The model established by the MRS was soon emulated elsewhere. Woody White, MRS president for 1984, helped to establish the European Materials Research Society, which held its inaugural meeting in 1983, and another president, Bob Chang (1989), was instrumental in spreading the model to China, Japan and South Korea in the 1990s. White, Chang and 1985 president Elton Kaufmann were among those who created the International Union of Materials Research Societies in 1991 to foster global interactions between the regional organizations (which now include Brazil, Australia, Singapore and Mexico). Despite this formative role, the MRS itself eventually left the union, partly on the grounds that it was already international: the omission of ‘US’ from the name was an explicit choice of the founders, and around half of members and meeting attendees reside outside the United States. But now the MRS is making renewed efforts to strengthen ties with other societies, for instance in Asia and Africa, through partnerships, joint activities, and hybrid and virtual meetings. The 2023 MRS Fall meeting includes a workshop jointly organized with the African Materials Research Society.

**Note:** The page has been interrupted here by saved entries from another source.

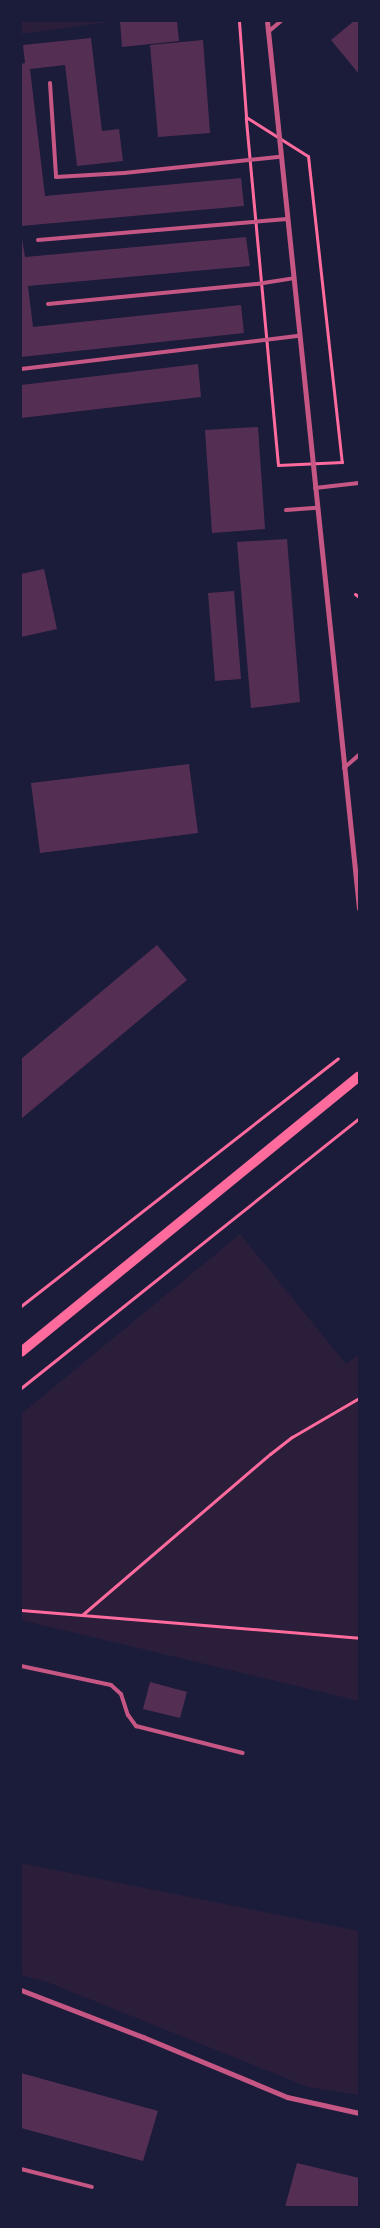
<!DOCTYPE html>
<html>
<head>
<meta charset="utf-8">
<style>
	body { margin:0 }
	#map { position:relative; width:380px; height:2228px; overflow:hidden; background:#1b1b3a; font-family:Manrope,sans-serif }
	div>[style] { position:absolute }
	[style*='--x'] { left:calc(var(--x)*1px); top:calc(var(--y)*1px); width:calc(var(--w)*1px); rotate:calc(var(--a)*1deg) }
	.green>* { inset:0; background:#2a1e3b }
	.building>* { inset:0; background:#542f53 }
	.path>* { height:3px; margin:-1.5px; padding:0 1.5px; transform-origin:1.5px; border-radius:1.5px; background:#ff6b9d }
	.service>* { height:4px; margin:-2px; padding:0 2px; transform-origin:2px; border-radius:2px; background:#c65784 }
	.minor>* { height:5px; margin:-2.5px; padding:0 2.5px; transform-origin:2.5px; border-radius:2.5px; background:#c65784 }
	.secondary>* { height:10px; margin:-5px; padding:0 5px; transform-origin:5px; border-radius:5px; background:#ff6b9d }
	span { translate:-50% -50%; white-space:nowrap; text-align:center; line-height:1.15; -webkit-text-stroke:5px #1b1b3a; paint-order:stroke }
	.frame { position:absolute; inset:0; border:22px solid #1b1b3a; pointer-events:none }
</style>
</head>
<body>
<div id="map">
	<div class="green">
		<i style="clip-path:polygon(21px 21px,109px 21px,109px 22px,21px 34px)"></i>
		<i style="clip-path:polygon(240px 1234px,346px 1364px,359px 1354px,359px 1701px,21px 1620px,21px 1414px)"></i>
		<i style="clip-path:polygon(21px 1863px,359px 1931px,359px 2095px,308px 2087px,47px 1982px,21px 1975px)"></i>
	</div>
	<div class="building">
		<i style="clip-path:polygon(120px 21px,177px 21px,179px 41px,122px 47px)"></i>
		<i style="clip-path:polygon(354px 21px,359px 21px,359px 74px,331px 40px)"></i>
		<i style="clip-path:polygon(91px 38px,102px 131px,119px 129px,123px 161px,77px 166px,65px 65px,30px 69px,45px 196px,241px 178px,244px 206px,21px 226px,21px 64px,25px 63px,23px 45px)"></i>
		<i style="clip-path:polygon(203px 40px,210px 133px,158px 137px,150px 45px)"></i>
		<i style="clip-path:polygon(21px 232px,25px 257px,246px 237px,250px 266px,28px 286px,33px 327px,241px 305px,244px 333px,21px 357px)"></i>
		<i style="clip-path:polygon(198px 364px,201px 397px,21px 418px,21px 385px)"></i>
		<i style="clip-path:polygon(258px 427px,265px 529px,212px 533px,205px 430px)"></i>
		<i style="clip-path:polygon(287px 539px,300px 702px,251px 708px,237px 542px)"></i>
		<i style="clip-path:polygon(44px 569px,57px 629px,21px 637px,21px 574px)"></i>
		<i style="clip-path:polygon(234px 591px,241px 679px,215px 681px,208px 593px)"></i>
		<i style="clip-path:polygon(189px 764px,198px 833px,40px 853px,31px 783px)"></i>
		<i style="clip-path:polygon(157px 945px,187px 980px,21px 1119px,21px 1059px)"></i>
		<i style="clip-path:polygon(150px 1682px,187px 1692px,180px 1718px,143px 1709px)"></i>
		<i style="clip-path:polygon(21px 2073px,158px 2111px,143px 2161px,21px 2128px)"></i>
		<i style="clip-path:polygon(297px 2163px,359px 2178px,359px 2207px,285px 2207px)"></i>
	</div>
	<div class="path">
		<i style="--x:239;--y:21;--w:96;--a:85.8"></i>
		<i style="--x:246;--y:117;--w:73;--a:32.2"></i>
		<i style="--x:308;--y:156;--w:308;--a:83.7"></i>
		<i style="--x:342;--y:462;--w:64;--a:177.3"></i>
		<i style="--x:278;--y:465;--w:349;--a:-95.3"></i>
		<i style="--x:355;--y:594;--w:5;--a:37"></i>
		<i style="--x:21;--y:1306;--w:402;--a:-38"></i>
		<i style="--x:21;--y:1388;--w:433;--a:-38.6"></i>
		<i style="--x:21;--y:1610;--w:339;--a:4.7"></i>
		<i style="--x:82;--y:1615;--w:248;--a:-40.6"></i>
		<i style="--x:270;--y:1454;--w:28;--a:-38"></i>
		<i style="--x:292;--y:1437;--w:78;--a:-30.2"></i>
	</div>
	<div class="service">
		<i style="--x:268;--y:32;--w:17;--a:-40"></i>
		<i style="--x:50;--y:83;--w:94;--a:86.3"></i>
		<i style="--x:56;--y:177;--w:68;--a:-3.4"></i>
		<i style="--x:124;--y:173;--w:157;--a:-5.9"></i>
		<i style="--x:38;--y:240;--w:250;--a:-4.8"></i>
		<i style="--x:48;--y:304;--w:210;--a:-5.5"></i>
		<i style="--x:257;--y:284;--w:36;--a:-9"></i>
		<i style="--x:21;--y:369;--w:280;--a:-6.8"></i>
		<i style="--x:315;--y:488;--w:44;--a:-6.5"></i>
		<i style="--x:286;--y:510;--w:31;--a:-4"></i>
		<i style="--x:344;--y:768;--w:20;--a:-41"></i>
		<i style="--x:21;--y:1666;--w:92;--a:11.9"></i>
		<i style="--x:111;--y:1685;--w:13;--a:42"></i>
		<i style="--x:121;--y:1694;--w:22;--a:72"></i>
		<i style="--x:128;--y:1715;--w:14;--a:54"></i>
		<i style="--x:136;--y:1726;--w:110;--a:14.2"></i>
		<i style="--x:21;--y:2169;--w:73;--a:14.2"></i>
	</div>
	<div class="minor">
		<i style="--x:267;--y:21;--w:892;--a:84.08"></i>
		<i style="--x:21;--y:1990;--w:131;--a:21.1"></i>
		<i style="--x:143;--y:2037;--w:156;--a:22.6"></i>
		<i style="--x:287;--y:2097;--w:74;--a:12.5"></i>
	</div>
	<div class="secondary">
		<i style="--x:21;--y:1352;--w:436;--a:-39.2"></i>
	</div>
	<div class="frame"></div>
</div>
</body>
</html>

Despite its increased professionalization, the bottom-up philosophy of the MRS has persisted — evident, for example, in the way no topic at an annual meeting is guaranteed a place at the next, so that the focus of the field has been allowed to evolve organically. There is still opportunity for volunteers with good ideas to make things happen, according to 1995 president Julia Phillips, then at AT&T Bell Laboratories — making it a magnet for young, energetic researchers.

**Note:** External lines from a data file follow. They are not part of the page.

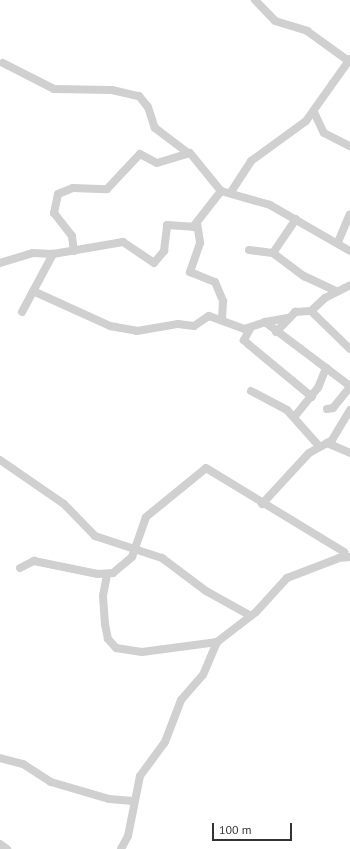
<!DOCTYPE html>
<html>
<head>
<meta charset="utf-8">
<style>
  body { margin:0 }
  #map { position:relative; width:350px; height:849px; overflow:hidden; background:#fff; font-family:"PT Sans",sans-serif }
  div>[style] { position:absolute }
  .minor>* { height:8px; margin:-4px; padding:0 4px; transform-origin:4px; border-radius:4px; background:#d0d0d0 }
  span { translate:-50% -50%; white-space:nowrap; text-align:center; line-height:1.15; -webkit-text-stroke:4px #fff; paint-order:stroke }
  .scale { position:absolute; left:212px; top:823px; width:80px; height:18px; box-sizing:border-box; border:2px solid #333; border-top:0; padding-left:5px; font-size:12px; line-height:14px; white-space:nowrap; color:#333; -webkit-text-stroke:3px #fff; paint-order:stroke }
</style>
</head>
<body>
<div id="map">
  <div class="minor">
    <i style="left:255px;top:0;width:29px;rotate:46deg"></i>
    <i style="left:275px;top:21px;width:34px;rotate:17deg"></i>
    <i style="left:307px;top:31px;width:53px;rotate:35.8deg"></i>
    <i style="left:3px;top:63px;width:57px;rotate:27deg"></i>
    <i style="left:54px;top:89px;width:58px;rotate:1deg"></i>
    <i style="left:112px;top:90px;width:28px;rotate:13deg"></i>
    <i style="left:139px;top:96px;width:14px;rotate:51deg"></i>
    <i style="left:148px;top:107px;width:22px;rotate:72deg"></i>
    <i style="left:155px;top:128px;width:40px;rotate:37deg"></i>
    <i style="left:314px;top:112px;width:23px;rotate:65deg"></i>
    <i style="left:324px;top:133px;width:29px;rotate:27deg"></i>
    <i style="left:231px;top:192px;width:37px;rotate:-57deg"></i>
    <i style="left:251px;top:161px;width:68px;rotate:-36deg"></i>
    <i style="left:306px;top:121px;width:76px;rotate:-54.6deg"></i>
    <i style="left:197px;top:223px;width:20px;rotate:81deg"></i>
    <i style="left:200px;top:243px;width:31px;rotate:109deg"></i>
    <i style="left:190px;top:272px;width:27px;rotate:22deg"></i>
    <i style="left:215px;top:282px;width:21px;rotate:67deg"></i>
    <i style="left:223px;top:301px;width:18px;rotate:93deg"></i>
    <i style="left:338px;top:242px;width:30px;rotate:-67deg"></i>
    <i style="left:249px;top:250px;width:24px;rotate:7deg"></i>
    <i style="left:273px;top:253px;width:41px;rotate:-55.9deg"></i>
    <i style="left:74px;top:251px;width:15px;rotate:-98deg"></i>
    <i style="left:72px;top:236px;width:29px;rotate:-128deg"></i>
    <i style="left:54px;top:213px;width:19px;rotate:-78deg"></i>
    <i style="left:58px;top:194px;width:16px;rotate:-22deg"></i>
    <i style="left:73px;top:188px;width:34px;rotate:2deg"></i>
    <i style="left:107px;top:189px;width:48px;rotate:-46.7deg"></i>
    <i style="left:140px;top:154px;width:19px;rotate:28deg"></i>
    <i style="left:157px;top:163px;width:34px;rotate:-17deg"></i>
    <i style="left:190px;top:153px;width:49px;rotate:50.8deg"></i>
    <i style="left:273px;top:253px;width:39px;rotate:37deg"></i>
    <i style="left:304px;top:276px;width:35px;rotate:25deg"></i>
    <i style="left:0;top:263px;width:34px;rotate:-17deg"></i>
    <i style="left:33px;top:253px;width:20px;rotate:3deg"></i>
    <i style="left:33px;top:291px;width:85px;rotate:24.4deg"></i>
    <i style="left:110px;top:326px;width:27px;rotate:10deg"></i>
    <i style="left:137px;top:331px;width:42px;rotate:-9.7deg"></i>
    <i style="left:178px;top:324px;width:16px;rotate:7deg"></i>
    <i style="left:194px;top:326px;width:18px;rotate:-34deg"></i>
    <i style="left:209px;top:316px;width:37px;rotate:20deg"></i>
    <i style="left:244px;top:329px;width:22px;rotate:-18deg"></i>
    <i style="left:265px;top:322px;width:106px;rotate:37deg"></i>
    <i style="left:311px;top:311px;width:54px;rotate:44.3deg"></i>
    <i style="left:22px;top:312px;width:66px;rotate:-61.9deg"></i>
    <i style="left:53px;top:254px;width:71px;rotate:-9.7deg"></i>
    <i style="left:123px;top:242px;width:37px;rotate:34deg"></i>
    <i style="left:154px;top:263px;width:16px;rotate:-50deg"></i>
    <i style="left:164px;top:251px;width:26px;rotate:-83deg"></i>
    <i style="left:167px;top:225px;width:26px;rotate:4deg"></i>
    <i style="left:193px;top:227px;width:46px;rotate:-52.1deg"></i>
    <i style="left:221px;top:191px;width:51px;rotate:15.9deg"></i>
    <i style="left:270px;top:205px;width:92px;rotate:29.9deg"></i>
    <i style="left:265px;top:322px;width:23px;rotate:-10deg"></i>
    <i style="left:250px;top:329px;width:13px;rotate:119deg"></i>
    <i style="left:244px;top:340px;width:6px;rotate:45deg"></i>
    <i style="left:248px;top:344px;width:83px;rotate:39.6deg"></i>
    <i style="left:276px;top:332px;width:28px;rotate:-46deg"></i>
    <i style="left:295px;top:312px;width:16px;rotate:-4deg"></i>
    <i style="left:311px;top:311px;width:19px;rotate:-43deg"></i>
    <i style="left:325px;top:298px;width:28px;rotate:-27deg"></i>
    <i style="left:251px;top:391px;width:41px;rotate:27.8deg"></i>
    <i style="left:287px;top:410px;width:48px;rotate:48.4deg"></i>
    <i style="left:327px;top:409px;width:6px;rotate:-9deg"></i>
    <i style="left:333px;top:408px;width:27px;rotate:-51deg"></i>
    <i style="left:295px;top:416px;width:36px;rotate:-51deg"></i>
    <i style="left:318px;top:388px;width:22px;rotate:-68deg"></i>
    <i style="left:327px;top:443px;width:25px;rotate:23deg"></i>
    <i style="left:0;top:460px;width:78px;rotate:34.5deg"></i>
    <i style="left:64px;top:504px;width:45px;rotate:45.9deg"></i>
    <i style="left:95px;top:536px;width:71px;rotate:18.2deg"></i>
    <i style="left:162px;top:558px;width:55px;rotate:36.9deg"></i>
    <i style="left:206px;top:591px;width:51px;rotate:29.1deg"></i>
    <i style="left:262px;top:504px;width:69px;rotate:-47.3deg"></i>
    <i style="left:309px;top:453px;width:26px;rotate:-29deg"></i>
    <i style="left:332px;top:440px;width:35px;rotate:-59deg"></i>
    <i style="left:20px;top:568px;width:16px;rotate:-27deg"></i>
    <i style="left:34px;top:561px;width:65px;rotate:11.5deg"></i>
    <i style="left:98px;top:574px;width:15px;rotate:-4deg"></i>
    <i style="left:113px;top:573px;width:25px;rotate:-40deg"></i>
    <i style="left:132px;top:557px;width:42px;rotate:-70.7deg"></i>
    <i style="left:146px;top:517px;width:77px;rotate:-39.2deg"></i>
    <i style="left:206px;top:468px;width:162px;rotate:31.3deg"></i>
    <i style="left:107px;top:575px;width:21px;rotate:101deg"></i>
    <i style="left:103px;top:596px;width:28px;rotate:86deg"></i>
    <i style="left:105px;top:624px;width:15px;rotate:79deg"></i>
    <i style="left:108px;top:639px;width:12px;rotate:48deg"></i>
    <i style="left:116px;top:648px;width:26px;rotate:9deg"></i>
    <i style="left:142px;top:652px;width:76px;rotate:-7.6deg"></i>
    <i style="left:0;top:758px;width:24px;rotate:15deg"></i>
    <i style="left:23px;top:764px;width:33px;rotate:33deg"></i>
    <i style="left:51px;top:782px;width:60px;rotate:16.3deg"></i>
    <i style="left:109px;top:799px;width:24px;rotate:5deg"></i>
    <i style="left:0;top:844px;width:9px;rotate:36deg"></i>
    <i style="left:121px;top:849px;width:15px;rotate:-62deg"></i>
    <i style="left:128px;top:836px;width:61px;rotate:-78.7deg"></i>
    <i style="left:140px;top:776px;width:42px;rotate:-53.7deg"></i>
    <i style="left:165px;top:742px;width:45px;rotate:-69.1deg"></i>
    <i style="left:181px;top:700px;width:33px;rotate:-49deg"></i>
    <i style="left:203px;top:675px;width:36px;rotate:-67deg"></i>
    <i style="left:217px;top:642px;width:49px;rotate:-37.6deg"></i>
    <i style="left:256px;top:612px;width:46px;rotate:-47.6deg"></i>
    <i style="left:287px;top:578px;width:56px;rotate:-21deg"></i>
    <i style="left:339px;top:558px;width:11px;rotate:-5deg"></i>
  </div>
  <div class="scale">100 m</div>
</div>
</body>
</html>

The society advocates for materials research in the wider world, its public outreach including the 2010 television series Making Stuff, developed in connection with Nova and for which the society provides an online activity guide for schools. Materials360 provides weekly news on materials science, and MRS OnDemand and MRS TV offer interviews and live-streamed video. The itinerant interactive exhibition Strange Matter has toured to science museums and centres in many countries, while the society increasingly sees social-media channels as an important avenue to attract and engage younger scientists. Diversity, equity and inclusion have been core MRS values for decades, and its current programmes include investment in Student and Early Career Programs, the newly launched Diversifying Materials Special Interest Groups, and the Inclusive Graduate Education Network alliance.

Since its inception, the MRS has occupied a position at the intersection between research, applications and society. Current president Sabrina Sartori of the University of Oslo says that materials scientists are focusing ever more on how their work may affect society, the planet and its resources, and how it can support sustainable and equitable development. The first half-century is just the beginning.